DATASET EXCERPTS
•••

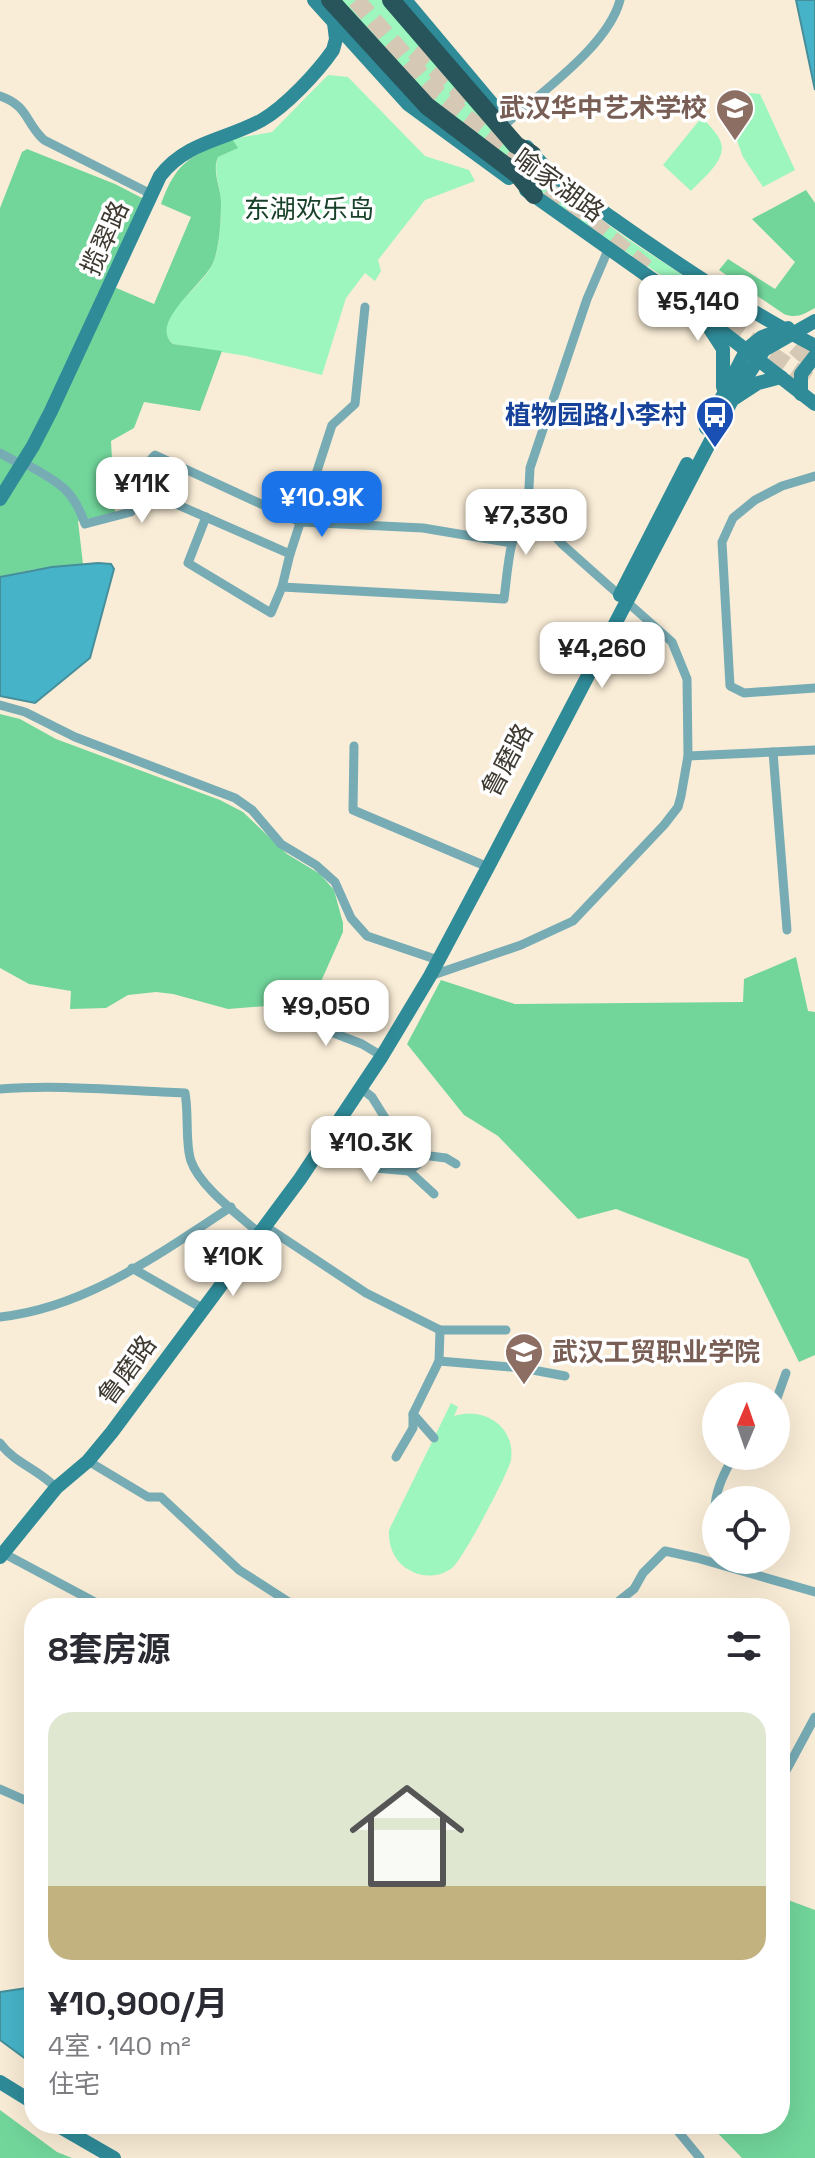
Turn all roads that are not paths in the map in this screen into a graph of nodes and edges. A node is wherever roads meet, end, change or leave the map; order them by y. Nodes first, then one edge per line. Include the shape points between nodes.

•••

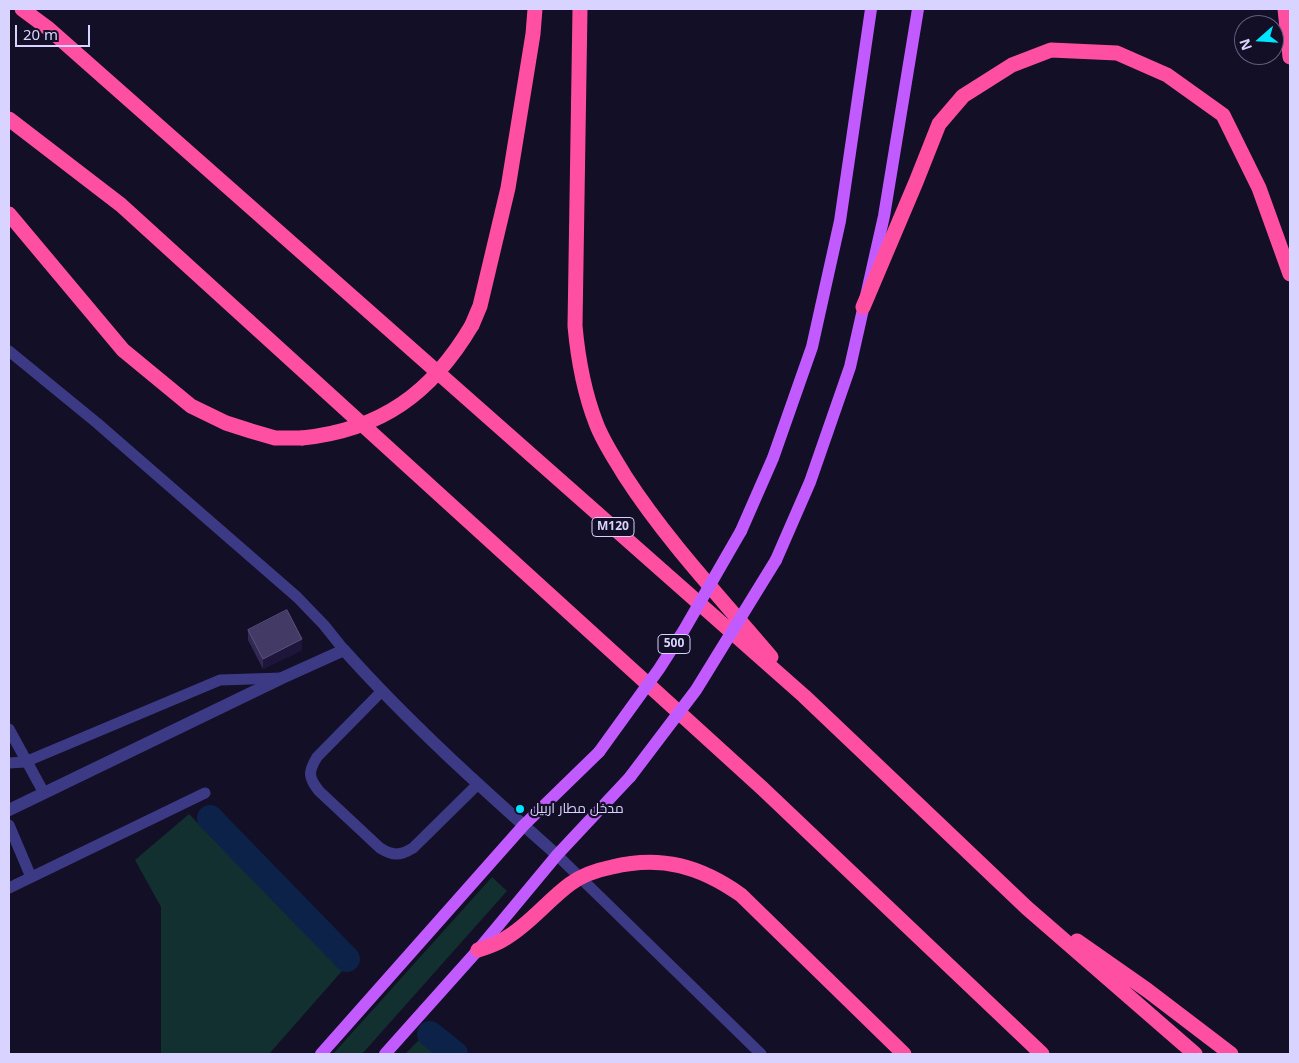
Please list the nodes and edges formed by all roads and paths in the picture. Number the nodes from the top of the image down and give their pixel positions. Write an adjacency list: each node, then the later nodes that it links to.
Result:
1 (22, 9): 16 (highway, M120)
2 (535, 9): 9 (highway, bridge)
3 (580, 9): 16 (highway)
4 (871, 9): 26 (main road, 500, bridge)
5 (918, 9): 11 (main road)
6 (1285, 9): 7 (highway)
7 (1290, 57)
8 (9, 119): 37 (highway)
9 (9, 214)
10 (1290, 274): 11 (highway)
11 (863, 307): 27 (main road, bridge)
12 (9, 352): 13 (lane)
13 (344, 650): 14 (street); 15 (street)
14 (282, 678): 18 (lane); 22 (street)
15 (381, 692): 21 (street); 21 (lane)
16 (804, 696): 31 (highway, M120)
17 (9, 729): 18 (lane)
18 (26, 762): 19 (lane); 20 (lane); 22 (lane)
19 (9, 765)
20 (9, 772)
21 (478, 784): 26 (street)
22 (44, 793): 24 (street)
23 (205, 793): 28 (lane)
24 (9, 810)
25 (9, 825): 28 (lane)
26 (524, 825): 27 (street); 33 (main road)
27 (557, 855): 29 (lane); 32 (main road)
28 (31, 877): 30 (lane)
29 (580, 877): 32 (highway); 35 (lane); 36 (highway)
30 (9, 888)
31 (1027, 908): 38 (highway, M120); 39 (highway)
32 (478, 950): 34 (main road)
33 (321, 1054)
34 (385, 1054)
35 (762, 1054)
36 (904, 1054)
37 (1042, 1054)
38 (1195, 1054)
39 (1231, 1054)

•••

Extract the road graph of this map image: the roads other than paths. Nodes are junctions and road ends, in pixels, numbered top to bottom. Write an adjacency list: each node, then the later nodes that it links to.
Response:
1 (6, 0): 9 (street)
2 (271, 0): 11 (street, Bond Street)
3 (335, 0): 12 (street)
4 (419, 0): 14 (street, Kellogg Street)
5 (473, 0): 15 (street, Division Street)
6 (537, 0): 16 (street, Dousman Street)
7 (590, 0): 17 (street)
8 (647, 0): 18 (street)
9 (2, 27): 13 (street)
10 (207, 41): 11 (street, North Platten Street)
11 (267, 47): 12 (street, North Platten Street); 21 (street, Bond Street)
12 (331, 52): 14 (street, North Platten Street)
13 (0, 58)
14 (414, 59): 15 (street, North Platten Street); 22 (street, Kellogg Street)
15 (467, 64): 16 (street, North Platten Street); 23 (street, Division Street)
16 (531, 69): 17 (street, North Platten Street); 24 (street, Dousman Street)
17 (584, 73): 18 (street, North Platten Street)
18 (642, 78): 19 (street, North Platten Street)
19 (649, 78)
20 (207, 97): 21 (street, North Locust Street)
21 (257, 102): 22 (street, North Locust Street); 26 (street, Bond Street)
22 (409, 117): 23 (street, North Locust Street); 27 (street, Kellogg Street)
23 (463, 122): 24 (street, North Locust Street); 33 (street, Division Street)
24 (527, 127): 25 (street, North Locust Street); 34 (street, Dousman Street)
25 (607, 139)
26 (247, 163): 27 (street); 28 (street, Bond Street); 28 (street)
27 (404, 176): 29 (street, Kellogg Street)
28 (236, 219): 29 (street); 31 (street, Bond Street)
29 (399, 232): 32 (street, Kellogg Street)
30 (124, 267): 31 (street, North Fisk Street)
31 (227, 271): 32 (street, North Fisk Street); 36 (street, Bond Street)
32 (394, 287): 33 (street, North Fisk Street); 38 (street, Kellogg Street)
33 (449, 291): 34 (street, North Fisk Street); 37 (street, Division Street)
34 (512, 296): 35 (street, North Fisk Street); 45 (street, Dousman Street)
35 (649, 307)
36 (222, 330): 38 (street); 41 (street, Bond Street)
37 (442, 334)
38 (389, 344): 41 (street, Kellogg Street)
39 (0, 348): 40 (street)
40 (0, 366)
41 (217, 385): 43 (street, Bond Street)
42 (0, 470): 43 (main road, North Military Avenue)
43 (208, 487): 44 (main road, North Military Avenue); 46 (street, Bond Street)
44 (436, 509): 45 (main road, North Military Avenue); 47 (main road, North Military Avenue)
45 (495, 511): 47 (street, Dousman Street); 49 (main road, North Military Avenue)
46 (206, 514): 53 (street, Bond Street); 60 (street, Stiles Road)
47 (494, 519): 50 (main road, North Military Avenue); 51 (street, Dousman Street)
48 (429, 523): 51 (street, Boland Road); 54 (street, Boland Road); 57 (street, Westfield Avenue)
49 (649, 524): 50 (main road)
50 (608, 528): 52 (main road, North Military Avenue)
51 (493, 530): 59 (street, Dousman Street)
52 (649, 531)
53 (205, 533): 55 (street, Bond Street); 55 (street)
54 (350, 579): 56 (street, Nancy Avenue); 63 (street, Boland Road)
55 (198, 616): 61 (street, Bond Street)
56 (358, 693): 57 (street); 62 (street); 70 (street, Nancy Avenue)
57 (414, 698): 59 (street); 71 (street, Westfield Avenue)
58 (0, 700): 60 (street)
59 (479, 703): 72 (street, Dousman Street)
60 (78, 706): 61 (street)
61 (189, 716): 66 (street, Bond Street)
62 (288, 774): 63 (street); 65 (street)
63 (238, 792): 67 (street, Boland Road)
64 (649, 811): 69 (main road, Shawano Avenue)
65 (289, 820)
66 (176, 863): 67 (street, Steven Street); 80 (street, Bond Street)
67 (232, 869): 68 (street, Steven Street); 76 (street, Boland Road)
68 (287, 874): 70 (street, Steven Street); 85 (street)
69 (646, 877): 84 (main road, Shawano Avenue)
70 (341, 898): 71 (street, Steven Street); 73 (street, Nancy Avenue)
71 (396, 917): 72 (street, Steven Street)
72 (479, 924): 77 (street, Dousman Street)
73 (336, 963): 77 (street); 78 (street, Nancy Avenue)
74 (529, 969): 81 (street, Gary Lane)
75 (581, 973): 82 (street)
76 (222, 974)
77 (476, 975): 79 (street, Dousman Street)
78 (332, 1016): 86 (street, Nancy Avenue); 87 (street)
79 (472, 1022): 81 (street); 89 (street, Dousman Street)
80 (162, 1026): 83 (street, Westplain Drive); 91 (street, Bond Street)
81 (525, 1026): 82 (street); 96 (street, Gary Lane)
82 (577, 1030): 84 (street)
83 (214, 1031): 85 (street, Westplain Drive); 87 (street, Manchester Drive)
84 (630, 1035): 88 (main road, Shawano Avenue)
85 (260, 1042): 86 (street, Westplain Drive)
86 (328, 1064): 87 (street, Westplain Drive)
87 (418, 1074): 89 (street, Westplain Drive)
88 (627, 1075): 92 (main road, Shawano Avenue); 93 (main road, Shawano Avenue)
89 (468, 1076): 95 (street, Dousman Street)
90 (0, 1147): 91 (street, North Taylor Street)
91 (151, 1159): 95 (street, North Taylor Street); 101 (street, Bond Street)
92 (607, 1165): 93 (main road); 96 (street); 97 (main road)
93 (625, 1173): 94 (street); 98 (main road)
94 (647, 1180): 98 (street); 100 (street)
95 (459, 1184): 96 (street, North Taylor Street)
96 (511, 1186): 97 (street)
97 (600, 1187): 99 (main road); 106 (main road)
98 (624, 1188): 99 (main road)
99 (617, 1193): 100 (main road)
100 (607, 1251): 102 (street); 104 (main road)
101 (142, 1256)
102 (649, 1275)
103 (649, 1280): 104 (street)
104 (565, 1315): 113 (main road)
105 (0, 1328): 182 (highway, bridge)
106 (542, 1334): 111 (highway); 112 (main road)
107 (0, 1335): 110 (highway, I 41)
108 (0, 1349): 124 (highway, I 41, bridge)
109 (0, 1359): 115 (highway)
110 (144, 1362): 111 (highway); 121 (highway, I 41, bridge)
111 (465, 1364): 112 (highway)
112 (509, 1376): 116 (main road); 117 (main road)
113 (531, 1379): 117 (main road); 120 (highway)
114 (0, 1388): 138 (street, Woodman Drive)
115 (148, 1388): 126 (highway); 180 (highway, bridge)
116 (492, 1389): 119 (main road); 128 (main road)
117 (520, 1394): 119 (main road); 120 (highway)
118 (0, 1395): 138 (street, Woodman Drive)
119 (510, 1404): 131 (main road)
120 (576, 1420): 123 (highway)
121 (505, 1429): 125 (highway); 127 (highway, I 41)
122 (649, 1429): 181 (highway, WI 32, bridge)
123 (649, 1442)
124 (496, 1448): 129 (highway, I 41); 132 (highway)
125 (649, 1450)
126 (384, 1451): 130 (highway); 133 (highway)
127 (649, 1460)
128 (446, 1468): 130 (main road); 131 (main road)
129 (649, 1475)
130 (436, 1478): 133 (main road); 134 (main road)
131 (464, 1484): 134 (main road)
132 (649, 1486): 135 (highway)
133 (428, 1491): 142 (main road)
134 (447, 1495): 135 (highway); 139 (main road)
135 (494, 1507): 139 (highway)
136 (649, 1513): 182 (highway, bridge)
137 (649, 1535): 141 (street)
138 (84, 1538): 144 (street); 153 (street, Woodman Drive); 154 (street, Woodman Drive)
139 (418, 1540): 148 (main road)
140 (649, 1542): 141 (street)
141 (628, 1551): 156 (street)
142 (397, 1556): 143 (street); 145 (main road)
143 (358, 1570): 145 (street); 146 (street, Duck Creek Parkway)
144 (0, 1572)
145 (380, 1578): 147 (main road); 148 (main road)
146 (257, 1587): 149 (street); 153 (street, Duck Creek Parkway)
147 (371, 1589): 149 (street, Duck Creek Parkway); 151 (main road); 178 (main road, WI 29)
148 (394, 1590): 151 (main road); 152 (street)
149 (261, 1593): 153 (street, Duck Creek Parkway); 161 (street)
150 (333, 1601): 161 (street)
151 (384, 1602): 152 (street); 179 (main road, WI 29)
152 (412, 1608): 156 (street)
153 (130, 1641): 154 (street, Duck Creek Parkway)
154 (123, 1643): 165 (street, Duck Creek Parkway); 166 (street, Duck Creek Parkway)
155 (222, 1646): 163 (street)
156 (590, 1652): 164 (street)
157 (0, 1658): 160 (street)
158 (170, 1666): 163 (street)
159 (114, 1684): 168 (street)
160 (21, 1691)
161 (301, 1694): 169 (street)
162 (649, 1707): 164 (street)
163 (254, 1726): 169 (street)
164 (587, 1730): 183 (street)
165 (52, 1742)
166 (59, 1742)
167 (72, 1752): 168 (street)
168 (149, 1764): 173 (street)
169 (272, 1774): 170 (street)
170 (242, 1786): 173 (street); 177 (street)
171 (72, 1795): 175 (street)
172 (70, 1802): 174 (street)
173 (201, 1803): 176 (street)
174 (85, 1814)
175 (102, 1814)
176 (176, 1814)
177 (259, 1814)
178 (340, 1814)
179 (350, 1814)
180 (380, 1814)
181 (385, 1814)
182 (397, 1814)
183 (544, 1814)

•••

WHAT THIS TASK INVOLVES
Within the listing, how many lines hold "image"? Write only that number.

WRITTEN RESPONSE
2